Collected data entries
◆ ◆ ◆
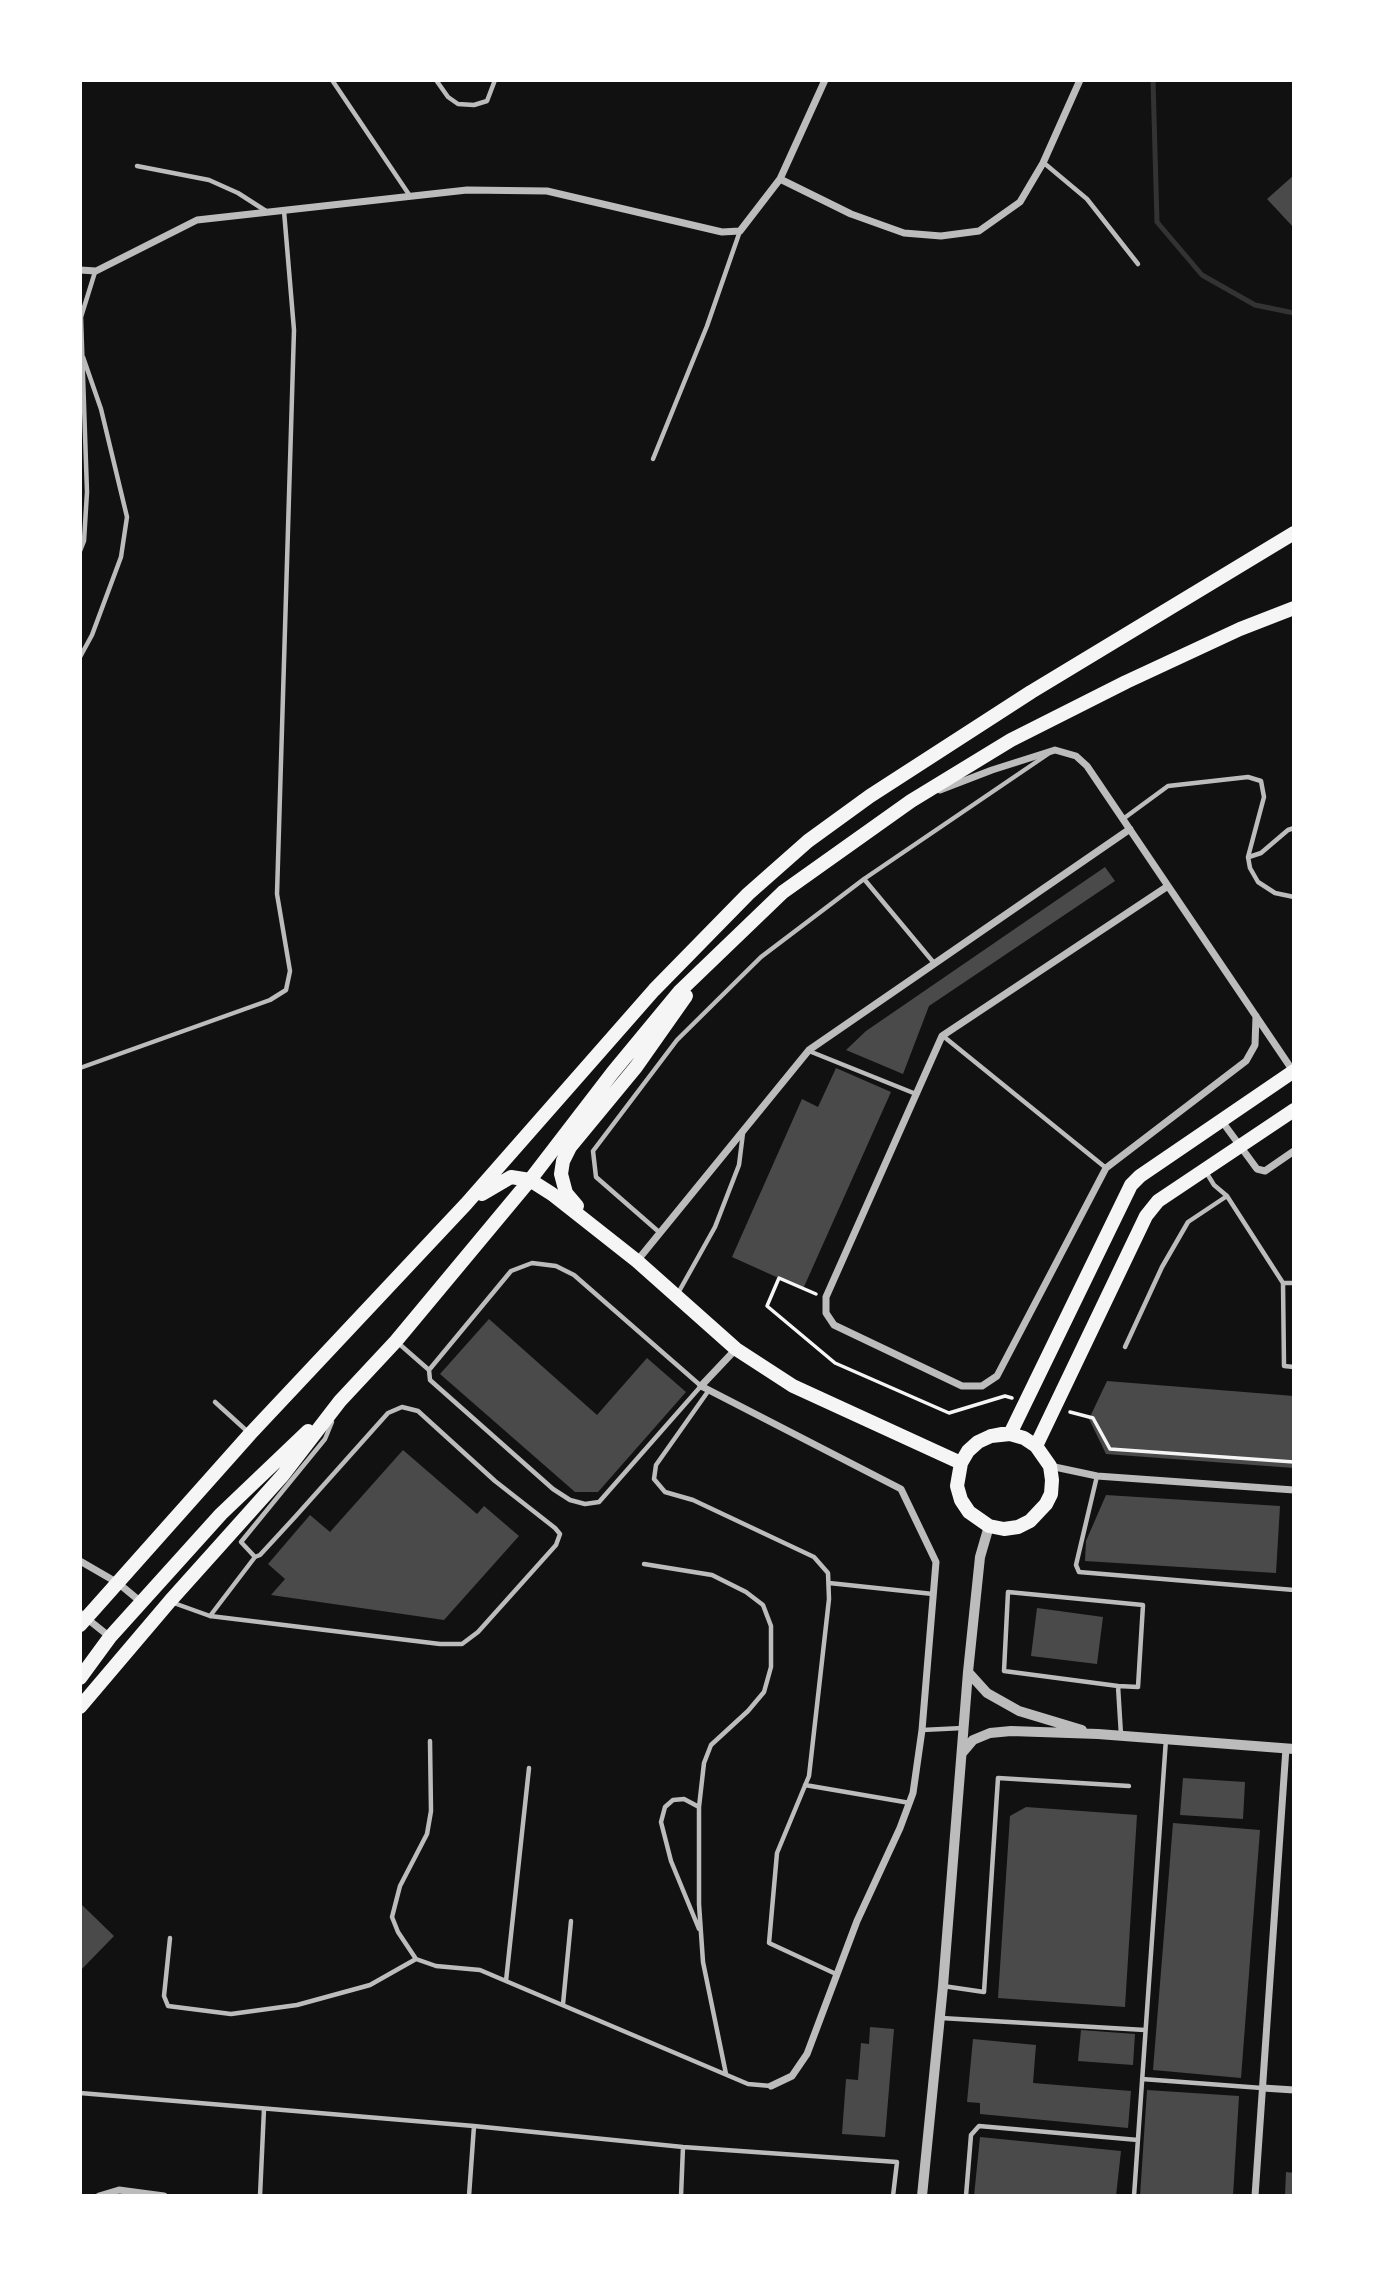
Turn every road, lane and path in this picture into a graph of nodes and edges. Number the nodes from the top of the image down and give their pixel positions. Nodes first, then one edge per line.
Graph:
1 (332, 80) edge
2 (436, 80) edge
3 (495, 80) edge
4 (825, 80) edge
5 (1080, 80) edge
6 (1043, 163) junction
7 (137, 166) dead end
8 (780, 179) junction
9 (410, 197) junction
10 (284, 210) junction
11 (267, 212) junction
12 (740, 231) junction
13 (1138, 264) dead end
14 (80, 270) edge
15 (96, 271) junction
16 (81, 317) edge
17 (83, 357) junction
18 (653, 459) dead end
19 (1293, 533) edge
20 (80, 551) edge
21 (1293, 608) edge
22 (80, 657) edge
23 (1055, 750) junction
24 (911, 801) junction
25 (1123, 819) junction
26 (1293, 828) edge
27 (1130, 829) junction
28 (1248, 857) junction
29 (864, 879) junction
30 (1168, 886) junction
31 (1293, 897) edge
32 (934, 964) junction
33 (704, 969) junction
34 (1256, 1016) junction
35 (942, 1036) junction
36 (808, 1050) junction
37 (80, 1068) edge
38 (1293, 1071) edge
39 (916, 1094) junction
40 (1293, 1110) edge
41 (1221, 1120) junction
42 (744, 1129) junction
43 (1240, 1147) junction
44 (1293, 1151) edge
45 (1106, 1168) junction
46 (1205, 1170) junction
47 (530, 1180) junction
48 (1227, 1196) junction
49 (466, 1204) junction
50 (597, 1228) junction
51 (659, 1233) junction
52 (637, 1261) junction
53 (1283, 1283) junction
54 (1293, 1283) edge
55 (676, 1297) junction
56 (826, 1297) junction
57 (396, 1341) junction
58 (1125, 1348) dead end
59 (736, 1349) junction
60 (1293, 1367) edge
61 (429, 1370) junction
62 (701, 1386) junction
63 (709, 1390) junction
64 (1005, 1396) dead end
65 (340, 1401) junction
66 (215, 1402) dead end
67 (1093, 1418) dead end
68 (250, 1434) junction
69 (1010, 1434) junction
70 (1036, 1446) junction
71 (961, 1462) junction
72 (1293, 1462) edge
73 (1050, 1466) junction
74 (1097, 1476) junction
75 (1293, 1490) edge
76 (989, 1526) junction
77 (255, 1557) junction
78 (80, 1561) edge
79 (644, 1564) dead end
80 (117, 1583) junction
81 (828, 1583) junction
82 (1293, 1590) edge
83 (933, 1594) junction
84 (170, 1601) junction
85 (141, 1602) junction
86 (210, 1616) junction
87 (82, 1619) edge
88 (110, 1637) junction
89 (968, 1672) junction
90 (80, 1678) edge
91 (1118, 1686) junction
92 (80, 1707) edge
93 (964, 1728) junction
94 (922, 1730) junction
95 (1098, 1734) junction
96 (1121, 1736) junction
97 (1166, 1740) junction
98 (430, 1741) dead end
99 (1290, 1749) edge
100 (962, 1753) junction
101 (529, 1768) dead end
102 (806, 1786) junction
103 (1129, 1786) dead end
104 (909, 1803) junction
105 (699, 1807) junction
106 (571, 1921) dead end
107 (701, 1933) junction
108 (170, 1938) dead end
109 (416, 1959) junction
110 (837, 1975) junction
111 (506, 1981) junction
112 (943, 1986) junction
113 (563, 2004) junction
114 (940, 2018) junction
115 (1146, 2030) junction
116 (726, 2074) junction
117 (1142, 2079) junction
118 (771, 2086) joint
119 (1263, 2088) junction
120 (1293, 2090) edge
121 (80, 2093) edge
122 (264, 2109) junction
123 (474, 2126) junction
124 (1138, 2140) junction
125 (683, 2147) junction
126 (99, 2196) edge
127 (164, 2196) edge
128 (260, 2196) edge
129 (469, 2196) edge
130 (681, 2196) edge
131 (893, 2196) edge
132 (922, 2196) edge
133 (966, 2196) edge
134 (1134, 2196) edge
135 (1255, 2196) edge

1 - 9 lane
2 - 3 lane
4 - 8 street
5 - 6 street
6 - 8 street
6 - 13 lane
7 - 11 lane
8 - 12 street
9 - 10 street
9 - 12 street
10 - 11 street
10 - 37 lane
11 - 15 street
12 - 18 lane
14 - 15 street
15 - 16 lane
16 - 17 lane
17 - 20 lane
17 - 22 lane
19 - 49 main road
21 - 24 main road
23 - 24 street
23 - 25 street
23 - 29 lane
24 - 33 main road
25 - 27 street
25 - 28 lane
26 - 28 lane
27 - 30 street
27 - 32 street
28 - 31 lane
29 - 32 lane
29 - 51 lane
30 - 34 street
30 - 35 street
32 - 36 street
33 - 47 main road
33 - 50 main road
34 - 38 street
34 - 45 street
35 - 39 street
35 - 45 lane
36 - 39 lane
36 - 42 street
38 - 41 main road
39 - 56 street
40 - 43 main road
41 - 43 street
41 - 69 main road
42 - 51 street
42 - 55 lane
43 - 44 street
43 - 46 main road
45 - 56 street
46 - 48 lane
46 - 70 main road
47 - 49 main road
47 - 50 main road
47 - 57 main road
48 - 53 lane
48 - 58 lane
49 - 68 main road
50 - 52 main road
51 - 52 street
52 - 55 main road
53 - 54 lane
53 - 60 lane
55 - 59 main road
56 - 64 path
57 - 61 lane
57 - 65 main road
59 - 62 street
59 - 71 main road
61 - 62 lane
61 - 62 lane
62 - 63 street
63 - 81 lane
63 - 83 street
65 - 77 lane
65 - 84 main road
65 - 85 main road
66 - 68 lane
67 - 72 path
68 - 80 main road
69 - 70 main road
69 - 71 main road
70 - 73 main road
71 - 76 main road
73 - 74 street
73 - 76 main road
74 - 75 street
74 - 82 lane
76 - 89 street
77 - 86 lane
77 - 86 lane
78 - 80 street
79 - 105 lane
80 - 85 street
80 - 87 main road
81 - 83 lane
81 - 102 lane
83 - 94 street
84 - 86 lane
84 - 92 main road
85 - 88 main road
87 - 88 street
88 - 90 main road
89 - 93 street
89 - 95 street
91 - 91 lane
91 - 96 lane
93 - 94 lane
93 - 100 street
94 - 104 street
95 - 96 street
95 - 100 street
96 - 97 street
97 - 99 street
97 - 115 lane
98 - 109 lane
99 - 119 street
100 - 112 street
101 - 111 lane
102 - 104 lane
102 - 110 lane
103 - 112 lane
104 - 110 street
105 - 107 lane
105 - 107 lane
106 - 113 lane
107 - 116 lane
108 - 109 lane
109 - 111 lane
110 - 118 street
111 - 113 lane
112 - 114 street
113 - 116 lane
114 - 115 lane
114 - 132 street
115 - 117 lane
116 - 118 lane
117 - 119 lane
117 - 124 lane
119 - 120 street
119 - 135 street
121 - 122 lane
122 - 123 lane
122 - 128 lane
123 - 125 lane
123 - 129 lane
124 - 133 lane
124 - 134 lane
125 - 130 lane
125 - 131 lane
126 - 127 street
◆ ◆ ◆
> _Activity_: Go through the entries above, and wherever a line holds the word "path", copy that line.

> _Solution_:
Turn every road, lane and path in this picture into a graph of nodes and edges. Number the nodes from the top of the image down and give their pixel positions. Nodes first, then one edge per line.
56 - 64 path
67 - 72 path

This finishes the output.